Your goal →
Copy out each line in the material below that has the word "hand".

Raw data →

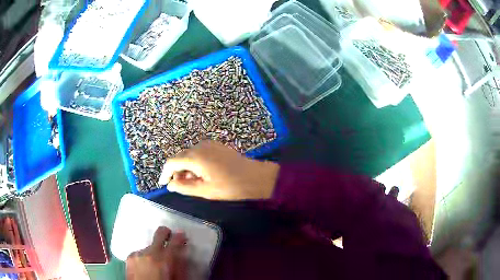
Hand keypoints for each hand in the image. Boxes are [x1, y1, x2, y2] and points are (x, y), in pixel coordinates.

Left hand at [126, 227, 186, 279]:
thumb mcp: (176, 278)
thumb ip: (180, 265)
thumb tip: (182, 253)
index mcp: (163, 260)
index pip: (175, 241)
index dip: (180, 236)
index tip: (182, 235)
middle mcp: (149, 253)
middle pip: (159, 234)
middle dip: (166, 233)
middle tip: (170, 236)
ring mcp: (137, 254)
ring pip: (150, 245)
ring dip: (155, 251)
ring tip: (156, 263)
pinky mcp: (129, 257)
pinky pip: (140, 252)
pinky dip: (145, 256)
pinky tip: (147, 266)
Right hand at [158, 140, 279, 199]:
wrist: (256, 177)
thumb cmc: (230, 186)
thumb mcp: (205, 190)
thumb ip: (184, 187)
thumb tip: (170, 185)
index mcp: (195, 157)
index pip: (172, 162)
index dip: (165, 173)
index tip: (163, 183)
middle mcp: (200, 146)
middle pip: (180, 157)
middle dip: (176, 171)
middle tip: (179, 186)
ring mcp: (209, 144)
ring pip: (189, 155)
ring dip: (186, 168)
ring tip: (192, 182)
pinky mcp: (216, 146)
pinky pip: (199, 153)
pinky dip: (195, 163)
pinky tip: (201, 174)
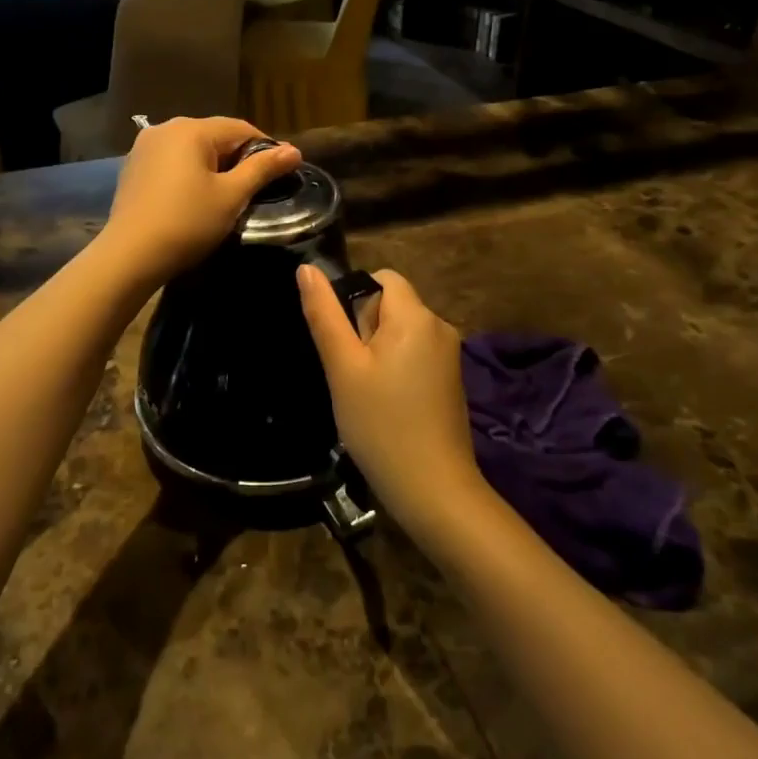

Answer below →
Hand keypoints for each hand in the image. Boxes are [x1, y1, x2, y2] and points are (x, y), in pixel coordinates.
Left hand at [126, 227, 186, 279]:
Right hand at [158, 140, 279, 199]:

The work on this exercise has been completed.